╭─ Records for this task

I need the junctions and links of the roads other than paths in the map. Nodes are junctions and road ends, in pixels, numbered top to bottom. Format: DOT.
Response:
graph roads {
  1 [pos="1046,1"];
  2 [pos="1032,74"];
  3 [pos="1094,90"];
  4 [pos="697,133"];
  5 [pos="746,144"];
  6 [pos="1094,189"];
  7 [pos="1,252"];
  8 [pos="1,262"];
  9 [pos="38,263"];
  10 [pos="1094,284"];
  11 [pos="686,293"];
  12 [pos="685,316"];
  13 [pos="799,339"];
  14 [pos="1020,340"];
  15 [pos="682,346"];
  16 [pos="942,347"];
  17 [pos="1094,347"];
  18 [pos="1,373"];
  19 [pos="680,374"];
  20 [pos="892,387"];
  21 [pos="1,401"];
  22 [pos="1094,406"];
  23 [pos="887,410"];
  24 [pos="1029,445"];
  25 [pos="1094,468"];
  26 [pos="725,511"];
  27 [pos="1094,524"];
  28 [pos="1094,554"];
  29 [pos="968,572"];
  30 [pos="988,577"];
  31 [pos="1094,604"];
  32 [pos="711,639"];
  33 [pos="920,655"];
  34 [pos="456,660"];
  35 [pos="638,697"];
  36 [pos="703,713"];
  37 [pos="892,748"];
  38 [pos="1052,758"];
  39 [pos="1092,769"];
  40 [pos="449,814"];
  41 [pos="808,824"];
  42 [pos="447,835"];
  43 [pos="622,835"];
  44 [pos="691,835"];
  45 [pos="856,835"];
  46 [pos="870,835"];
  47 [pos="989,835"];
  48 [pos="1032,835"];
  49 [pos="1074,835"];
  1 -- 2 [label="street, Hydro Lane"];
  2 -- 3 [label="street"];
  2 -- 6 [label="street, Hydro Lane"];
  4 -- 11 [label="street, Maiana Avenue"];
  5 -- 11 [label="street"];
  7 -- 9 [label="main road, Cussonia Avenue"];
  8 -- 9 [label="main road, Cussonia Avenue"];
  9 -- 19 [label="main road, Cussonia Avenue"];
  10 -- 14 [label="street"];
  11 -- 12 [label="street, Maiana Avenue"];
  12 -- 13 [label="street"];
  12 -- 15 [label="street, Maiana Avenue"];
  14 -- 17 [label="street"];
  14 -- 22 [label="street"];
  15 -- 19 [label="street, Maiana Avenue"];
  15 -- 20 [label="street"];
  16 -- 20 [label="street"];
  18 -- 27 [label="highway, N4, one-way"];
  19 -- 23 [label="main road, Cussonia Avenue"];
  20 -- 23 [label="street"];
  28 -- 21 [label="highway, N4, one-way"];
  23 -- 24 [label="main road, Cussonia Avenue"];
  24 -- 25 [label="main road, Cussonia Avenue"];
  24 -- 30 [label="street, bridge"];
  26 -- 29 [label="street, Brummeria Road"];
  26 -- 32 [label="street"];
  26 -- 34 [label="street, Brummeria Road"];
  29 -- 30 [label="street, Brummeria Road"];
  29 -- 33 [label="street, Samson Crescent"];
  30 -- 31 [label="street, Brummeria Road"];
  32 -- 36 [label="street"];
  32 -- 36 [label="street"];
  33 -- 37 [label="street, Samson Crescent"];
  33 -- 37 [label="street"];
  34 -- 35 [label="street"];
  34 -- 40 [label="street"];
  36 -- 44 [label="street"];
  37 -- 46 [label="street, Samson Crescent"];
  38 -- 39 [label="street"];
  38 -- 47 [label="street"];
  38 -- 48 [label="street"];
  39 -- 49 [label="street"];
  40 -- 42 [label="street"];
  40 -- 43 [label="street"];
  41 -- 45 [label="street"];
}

╰─

Return the whole listing exactly as it reads.

I need the junctions and links of the roads other than paths in the map. Nodes are junctions and road ends, in pixels, numbered top to bottom. Format: DOT.
Response:
graph roads {
  1 [pos="1046,1"];
  2 [pos="1032,74"];
  3 [pos="1094,90"];
  4 [pos="697,133"];
  5 [pos="746,144"];
  6 [pos="1094,189"];
  7 [pos="1,252"];
  8 [pos="1,262"];
  9 [pos="38,263"];
  10 [pos="1094,284"];
  11 [pos="686,293"];
  12 [pos="685,316"];
  13 [pos="799,339"];
  14 [pos="1020,340"];
  15 [pos="682,346"];
  16 [pos="942,347"];
  17 [pos="1094,347"];
  18 [pos="1,373"];
  19 [pos="680,374"];
  20 [pos="892,387"];
  21 [pos="1,401"];
  22 [pos="1094,406"];
  23 [pos="887,410"];
  24 [pos="1029,445"];
  25 [pos="1094,468"];
  26 [pos="725,511"];
  27 [pos="1094,524"];
  28 [pos="1094,554"];
  29 [pos="968,572"];
  30 [pos="988,577"];
  31 [pos="1094,604"];
  32 [pos="711,639"];
  33 [pos="920,655"];
  34 [pos="456,660"];
  35 [pos="638,697"];
  36 [pos="703,713"];
  37 [pos="892,748"];
  38 [pos="1052,758"];
  39 [pos="1092,769"];
  40 [pos="449,814"];
  41 [pos="808,824"];
  42 [pos="447,835"];
  43 [pos="622,835"];
  44 [pos="691,835"];
  45 [pos="856,835"];
  46 [pos="870,835"];
  47 [pos="989,835"];
  48 [pos="1032,835"];
  49 [pos="1074,835"];
  1 -- 2 [label="street, Hydro Lane"];
  2 -- 3 [label="street"];
  2 -- 6 [label="street, Hydro Lane"];
  4 -- 11 [label="street, Maiana Avenue"];
  5 -- 11 [label="street"];
  7 -- 9 [label="main road, Cussonia Avenue"];
  8 -- 9 [label="main road, Cussonia Avenue"];
  9 -- 19 [label="main road, Cussonia Avenue"];
  10 -- 14 [label="street"];
  11 -- 12 [label="street, Maiana Avenue"];
  12 -- 13 [label="street"];
  12 -- 15 [label="street, Maiana Avenue"];
  14 -- 17 [label="street"];
  14 -- 22 [label="street"];
  15 -- 19 [label="street, Maiana Avenue"];
  15 -- 20 [label="street"];
  16 -- 20 [label="street"];
  18 -- 27 [label="highway, N4, one-way"];
  19 -- 23 [label="main road, Cussonia Avenue"];
  20 -- 23 [label="street"];
  28 -- 21 [label="highway, N4, one-way"];
  23 -- 24 [label="main road, Cussonia Avenue"];
  24 -- 25 [label="main road, Cussonia Avenue"];
  24 -- 30 [label="street, bridge"];
  26 -- 29 [label="street, Brummeria Road"];
  26 -- 32 [label="street"];
  26 -- 34 [label="street, Brummeria Road"];
  29 -- 30 [label="street, Brummeria Road"];
  29 -- 33 [label="street, Samson Crescent"];
  30 -- 31 [label="street, Brummeria Road"];
  32 -- 36 [label="street"];
  32 -- 36 [label="street"];
  33 -- 37 [label="street, Samson Crescent"];
  33 -- 37 [label="street"];
  34 -- 35 [label="street"];
  34 -- 40 [label="street"];
  36 -- 44 [label="street"];
  37 -- 46 [label="street, Samson Crescent"];
  38 -- 39 [label="street"];
  38 -- 47 [label="street"];
  38 -- 48 [label="street"];
  39 -- 49 [label="street"];
  40 -- 42 [label="street"];
  40 -- 43 [label="street"];
  41 -- 45 [label="street"];
}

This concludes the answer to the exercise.